Alcohol Withdrawal Increases Protein Kinase A Activity in the Rat Inferior Colliculus

Background Cyclic AMP ‐dependent protein kinase A ( PKA ) signaling is a key target for the action of alcohol and may therefore play a role in the pathophysiology of alcohol withdrawal seizures ( AWS s). Here, we investigated the role of PKA activity with respect to increased seizure susceptibility in rats that were subjected to alcohol withdrawal. Methods Adult male Sprague Dawley rats received 3 daily doses of ethanol (EtOH) (or vehicle) for 4 consecutive days. Rats were then tested for susceptibility to acoustically evoked AWS s 3, 24, and 48 hours after the last alcohol dose. In separate experiments, the inferior colliculus ( IC ) was collected at these same time points from rats subjected to alcohol withdrawal and control rats following alcohol withdrawal. PKA activity, catalytic C α ( PKA C α ) protein, regulatory RII α ( PKA RII α ) protein, and RII β ( PKA RII β ) protein were measured in the IC . Lastly, in situ pharmacological studies were performed to evaluate whether inhibiting PKA activity in the IC suppressed AWS s.

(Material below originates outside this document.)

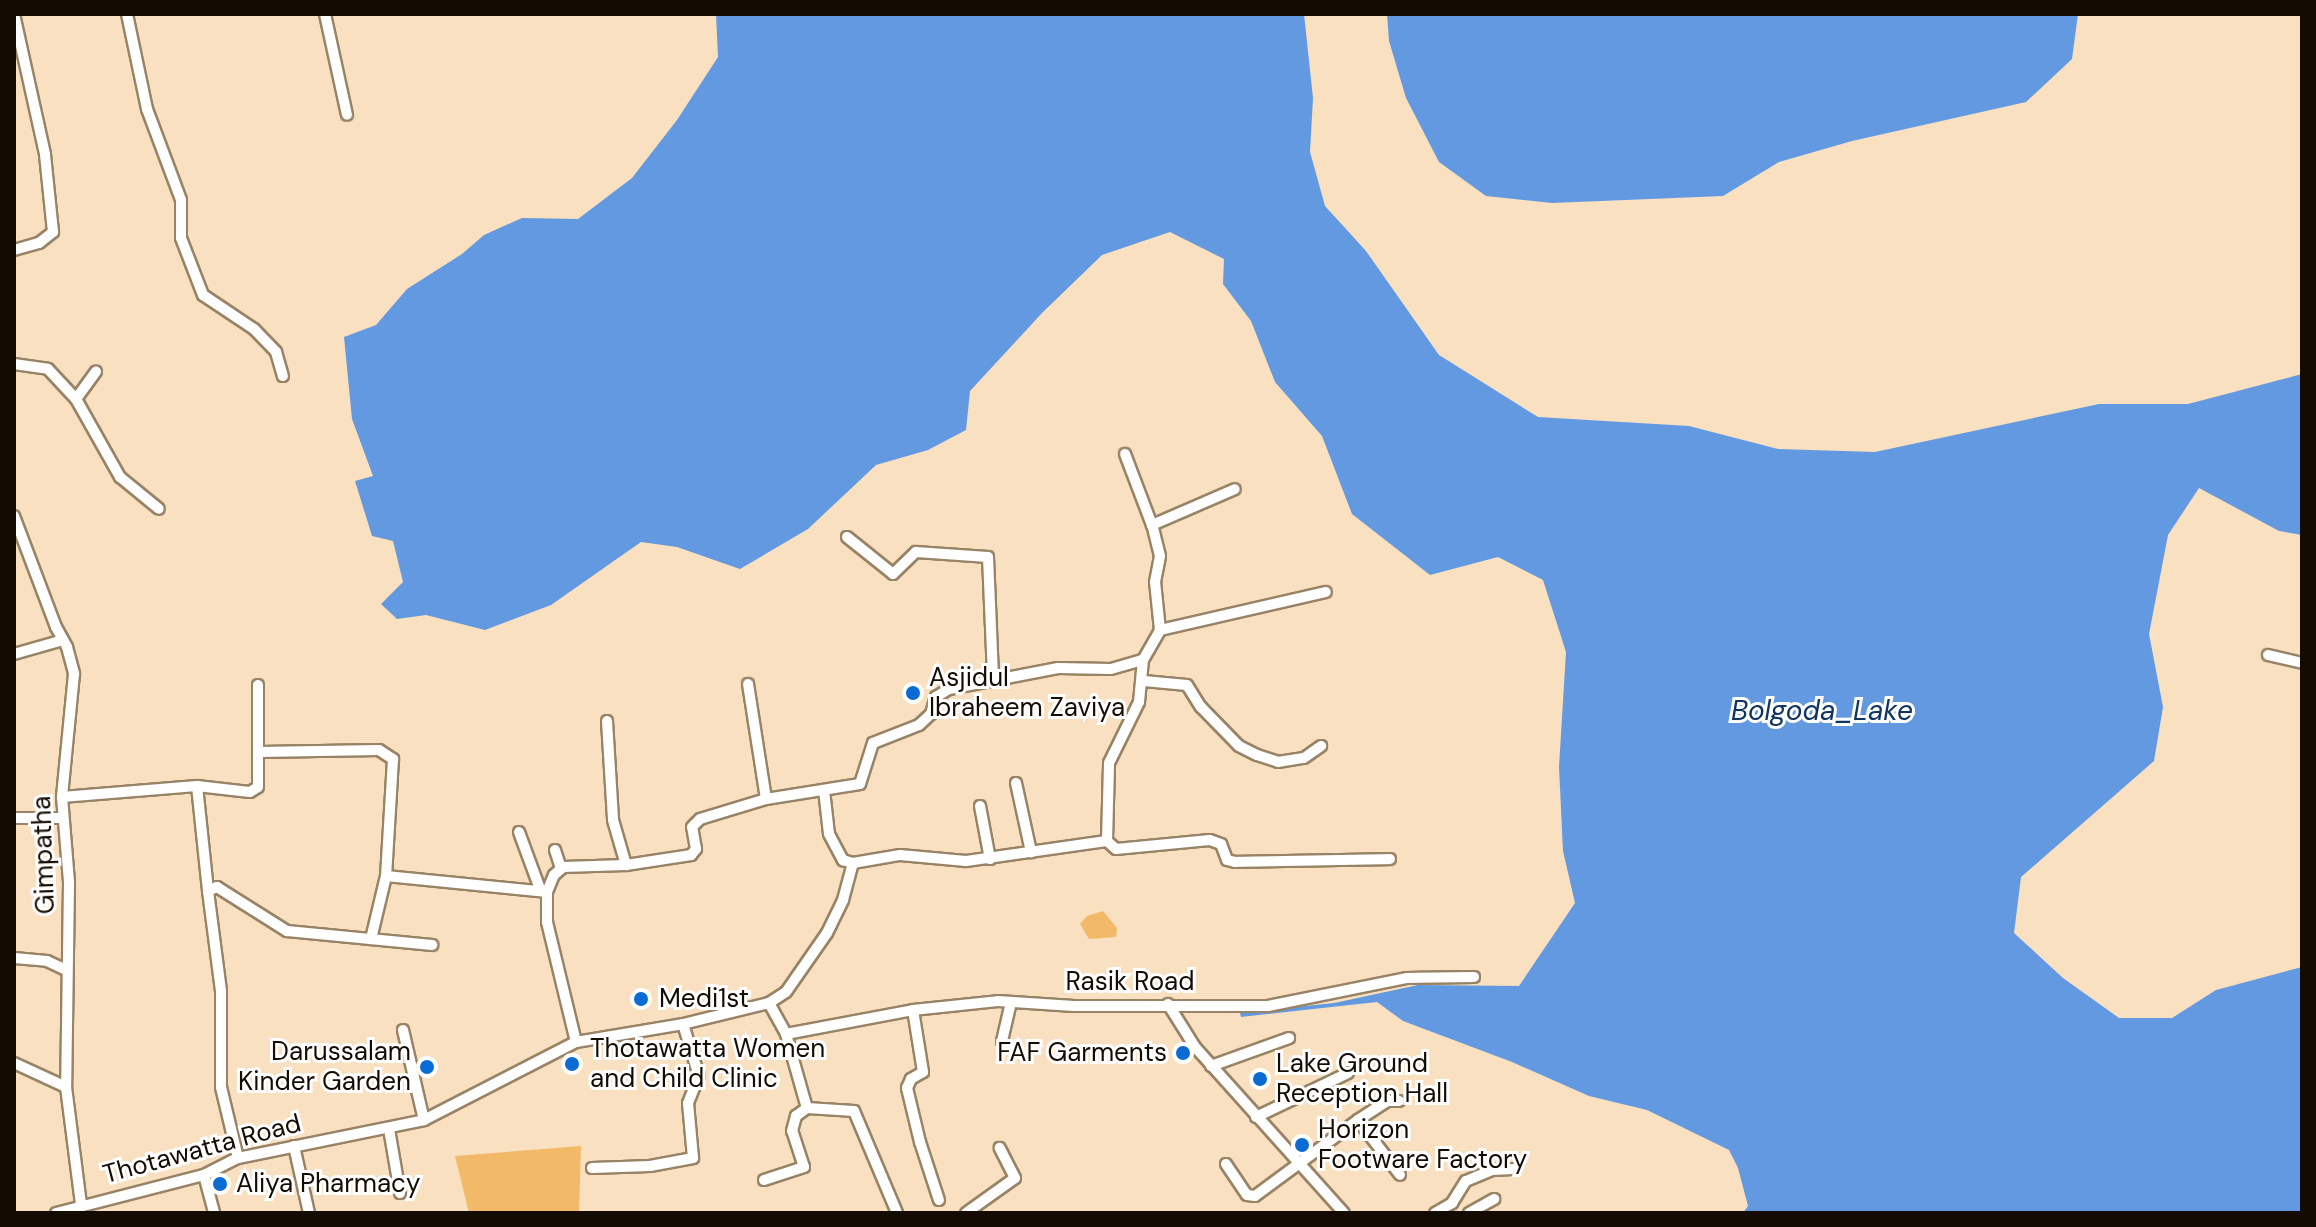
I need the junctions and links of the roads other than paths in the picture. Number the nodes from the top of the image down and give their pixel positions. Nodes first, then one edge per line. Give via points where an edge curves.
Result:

Results In the EtOH‐treated group, AWS s were observed at the 24‐hour time point, but not at the 3‐hour or 48‐hour time points. In the IC , PKA activity was significantly higher both 3 hours (i.e., before AWS susceptibility) and 24 hours after the last alcohol dose (when AWS susceptibility peaked) than in control rats. Consistent with these findings, protein levels of the PKA C α subunit were significantly increased in the IC both 3 and 24 hours after the last alcohol dose. Lastly, in situ inhibition of PKA activity within the IC suppressed AWS s. Conclusions The increase in PKA activity and PKA C α protein expression in the IC preceded the occurrence of AWS s, and inhibiting PKA activity within the IC suppressed acoustically evoked AWS s. Together, these findings suggest that altered PKA activity plays a key role in the pathogenesis of AWS s.